3.1 自己都合退職者が教育訓練等を自ら受けた場合の給付制限解除

自己都合離職者が失業給付(基本手当)を受給するためには、待期期間満了の翌日から原則2ヵ月間(5年以内に2回を超える場合は3ヵ月)の給付制限期間が設けられていました。

しかし今回の改正により、離職期間中や離職日前1年以内に、自ら雇用の安定及び就職の促進に資する教育訓練を行った場合には、給付制限が解除されます。

基本手当の受給手続の流れ(自己都合離職者)

基本手当の受給手続の流れ(自己都合離職者)

出所:厚生労働省「令和6年雇用保険制度改正(令和7年4月1日施行分)について」

多くの労働者にとって待機期間中の経済的負担は大きな問題でしたが、給付制限が短縮されることで早期の支援を受けることができます。
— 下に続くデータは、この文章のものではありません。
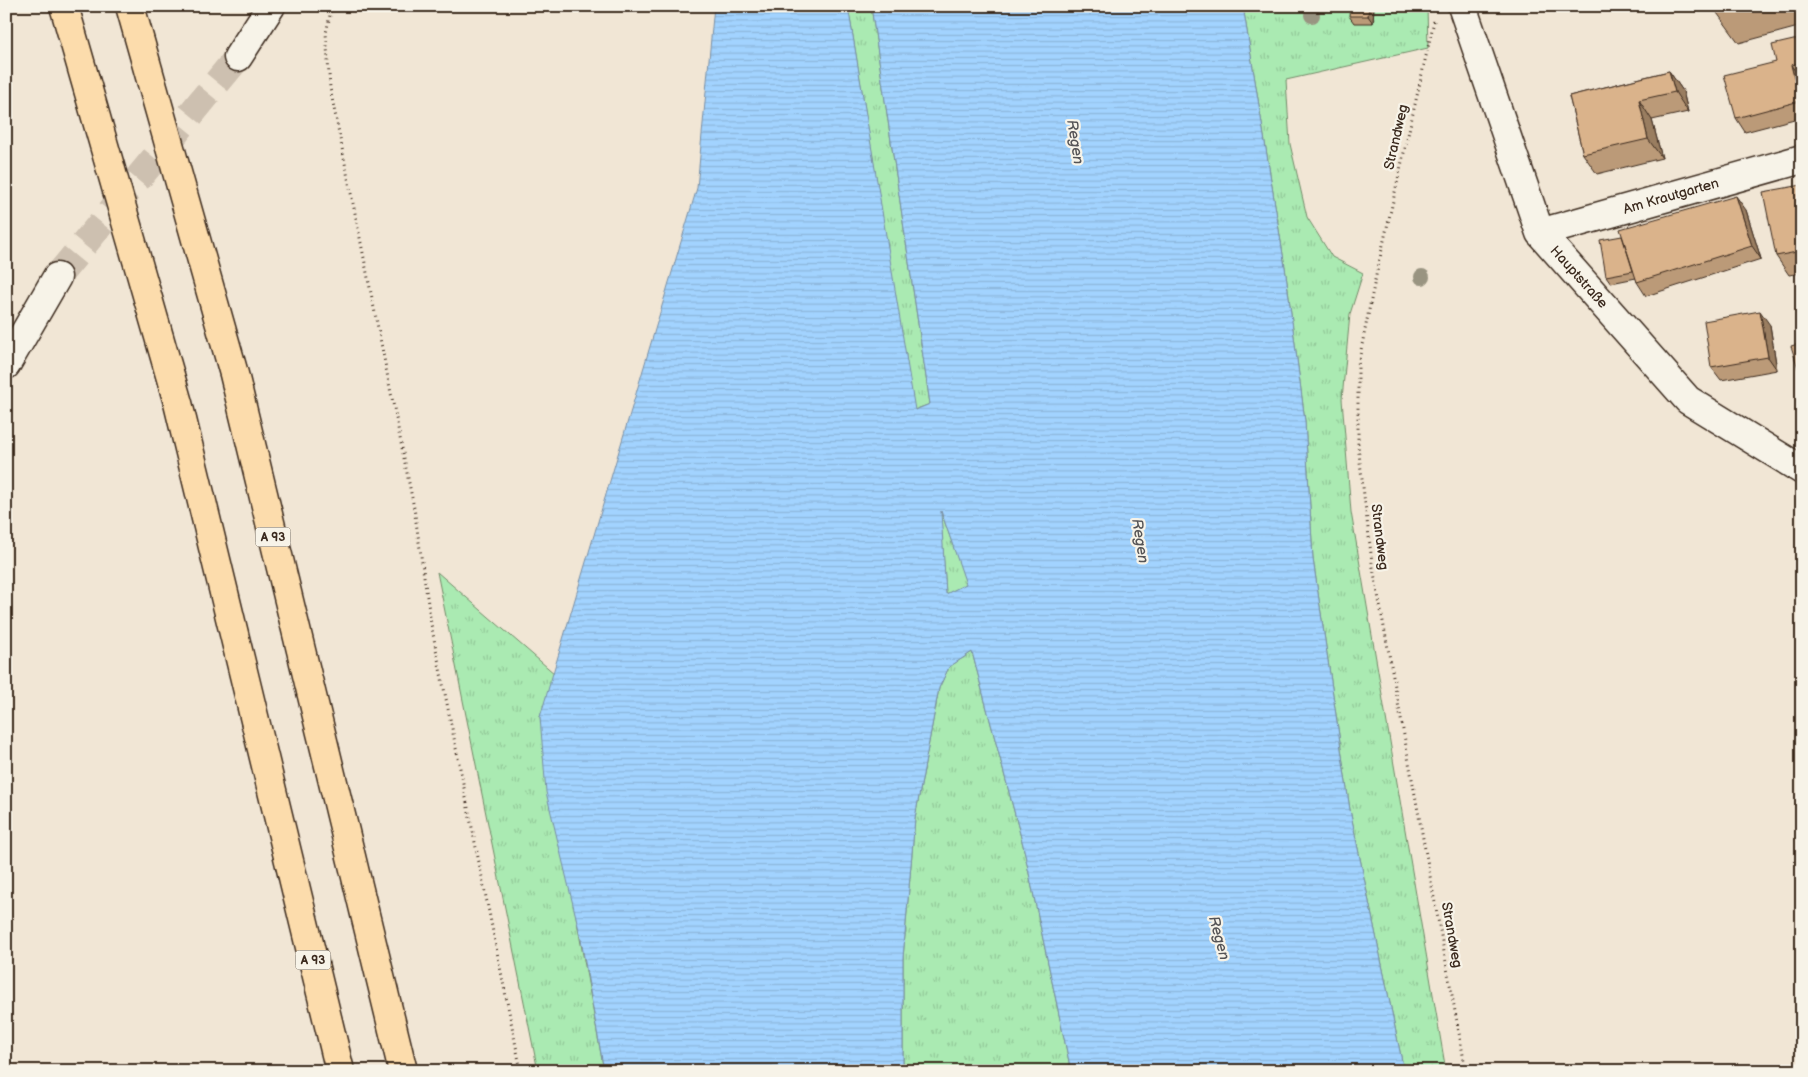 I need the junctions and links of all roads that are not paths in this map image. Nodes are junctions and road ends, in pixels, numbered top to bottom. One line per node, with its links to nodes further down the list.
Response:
1 (64, 6): 11 (highway, A 93)
2 (130, 6): 12 (highway, A 93)
3 (271, 6): 5 (street)
4 (1462, 6): 7 (street, Hauptstraße)
5 (238, 57)
6 (1802, 159): 7 (street, Am Krautgarten)
7 (1540, 233): 10 (street, Hauptstraße)
8 (57, 277): 9 (street)
9 (6, 365)
10 (1802, 470)
11 (340, 1071)
12 (403, 1071)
これが「2025年に自己都合退職者が相次ぐ」と予想される理由であり、例えば「キャリアチェンジやリスキリングのために退職を検討している方」「在職中の不満や不安を抱えている方」にとっては大きなインセンティブとなり得ます。

一方で、給付制限の緩和が人材の流出を助長する懸念もあり、企業にとっては人材を確保するための戦略が求められるでしょう。

4. まとめにかえて

今回の雇用保険改正は、自己都合退職でも教育訓練などを利用すれば即給付を受けられるようになるなど、働く個人にとってはポジティブな変更点が多く含まれています。

一方、雇用保険全体の財政負担増を支えるための保険料率の調整や国庫負担割合の引き上げなど、企業や被保険者にとっては負担増となる面も無視できません。
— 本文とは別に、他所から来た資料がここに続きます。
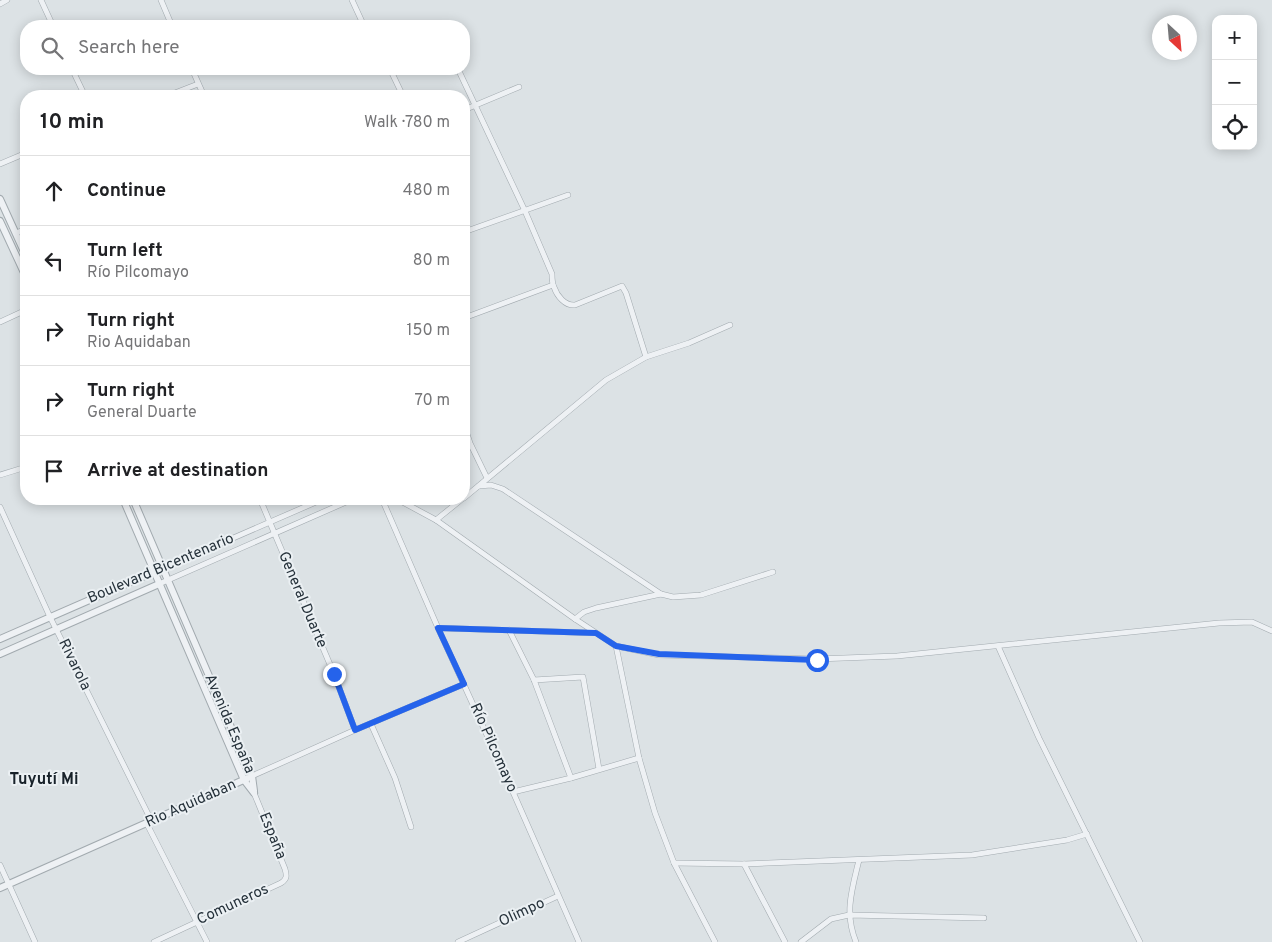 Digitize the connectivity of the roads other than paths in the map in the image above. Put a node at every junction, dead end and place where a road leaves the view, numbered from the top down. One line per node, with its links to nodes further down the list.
1 (7, 0): 5 (street)
2 (41, 0): 6 (street)
3 (161, 0): 7 (street)
4 (352, 0): 8 (street)
5 (0, 4)
6 (50, 20)
7 (169, 20)
8 (361, 20)
9 (75, 75): 15 (street)
10 (194, 75): 13 (street)
11 (393, 75): 18 (street)
12 (461, 75): 19 (street)
13 (198, 84): 16 (street); 17 (street)
14 (519, 87): 21 (street)
15 (81, 90)
16 (182, 90)
17 (201, 90)
18 (400, 90)
19 (468, 90)
20 (470, 94): 21 (street)
21 (475, 105): 22 (street); 27 (street)
22 (470, 107)
23 (20, 156): 24 (street)
24 (0, 164)
25 (568, 195): 27 (street)
26 (0, 199): 31 (street)
27 (525, 210): 29 (street); 34 (street)
28 (0, 221): 33 (street)
29 (470, 230)
30 (20, 231): 31 (street)
31 (16, 233): 32 (street)
32 (20, 242)
33 (20, 264)
34 (553, 285): 36 (street); 39 (street)
35 (20, 313): 37 (street)
36 (470, 316)
37 (0, 322)
38 (730, 325): 39 (street)
39 (646, 356): 43 (street)
40 (470, 444): 43 (street)
41 (20, 470): 42 (street)
42 (0, 475)
43 (487, 478): 44 (street)
44 (478, 486): 45 (street); 63 (street)
45 (470, 492)
46 (126, 505): 59 (street, Avenida España)
47 (135, 505): 58 (street, Avenida España)
48 (262, 505): 56 (street, General Duarte)
49 (309, 505): 56 (street, Boulevard Bicentenario)
50 (340, 505): 57 (street, Boulevard Bicentenario)
51 (385, 505): 66 (street, Río Pilcomayo)
52 (408, 505): 55 (street)
53 (454, 505): 55 (street)
54 (0, 507): 64 (street, Rivarola)
55 (436, 520): 65 (street)
56 (269, 522): 57 (street, General Duarte); 58 (street, Boulevard Bicentenario)
57 (274, 534): 61 (street, Boulevard Bicentenario); 78 (street, General Duarte)
58 (162, 569): 59 (street, Boulevard Bicentenario); 61 (street, Avenida España)
59 (154, 572): 62 (street, Avenida España); 64 (street, Boulevard Bicentenario)
60 (773, 572): 63 (street)
61 (167, 580): 62 (street, Boulevard Bicentenario); 81 (street, Avenida España)
62 (159, 584): 67 (street, Boulevard Bicentenario); 83 (street, Avenida España)
63 (661, 594): 65 (street)
64 (50, 617): 67 (street, Rivarola); 71 (street, Boulevard Bicentenario)
65 (575, 619): 70 (street)
66 (438, 628): 68 (street); 76 (street, Río Pilcomayo)
67 (56, 629): 74 (street, Boulevard Bicentenario); 86 (street, Rivarola)
68 (509, 630): 70 (street); 75 (street)
69 (1272, 631): 73 (street)
70 (596, 633): 72 (street)
71 (0, 639)
72 (616, 646): 73 (street); 79 (street)
73 (998, 646): 88 (street)
74 (0, 654)
75 (534, 680): 80 (street); 82 (street)
76 (464, 684): 77 (street, Rio Aquidaban); 84 (street, Río Pilcomayo)
77 (372, 724): 78 (street, Rio Aquidaban); 87 (street)
78 (355, 730): 81 (street, Rio Aquidaban)
79 (639, 758): 80 (street); 90 (street)
80 (600, 769): 82 (street)
81 (252, 776): 83 (street, Rio Aquidaban); 85 (street, Avenida España)
82 (571, 778): 84 (street)
83 (244, 780): 85 (street, Avenida España); 86 (street, Rio Aquidaban)
84 (513, 792): 96 (street, Río Pilcomayo)
85 (254, 793): 93 (street, España)
86 (149, 823): 94 (street, Rio Aquidaban); 99 (street, Rivarola)
87 (411, 827)
88 (1087, 834): 89 (street); 109 (street)
89 (859, 860): 91 (street); 97 (street)
90 (674, 863): 91 (street); 105 (street)
91 (744, 864): 106 (street)
92 (0, 865): 94 (street)
93 (285, 880): 99 (street, Comuneros)
94 (9, 884): 95 (street, Rio Aquidaban); 100 (street)
95 (0, 888)
96 (558, 896): 103 (street, Olimpo); 104 (street, Río Pilcomayo)
97 (849, 916): 98 (street); 107 (street); 108 (street)
98 (984, 918)
99 (197, 922): 101 (street, Comuneros); 102 (street, Rivarola)
100 (35, 942)
101 (154, 942)
102 (206, 942)
103 (458, 942)
104 (579, 942)
105 (715, 942)
106 (785, 942)
107 (801, 942)
108 (856, 942)
109 (1140, 942)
しかし、多様化する働き方やリスキリングの必要性を考えれば、セーフティネットの拡充は社会全体にとっても重要な課題といえます。

特に、自己都合退職でも給付制限が解除されることで、「働きながらスキルを磨く」だけでなく、「失業期間中に計画的に学び直す」という選択肢が取りやすくなる点は見逃せません。

ご自身のキャリア形成や将来設計を考えるうえで、今回の雇用保険改正を上手に活かせるよう、最新の情報をチェックしましょう。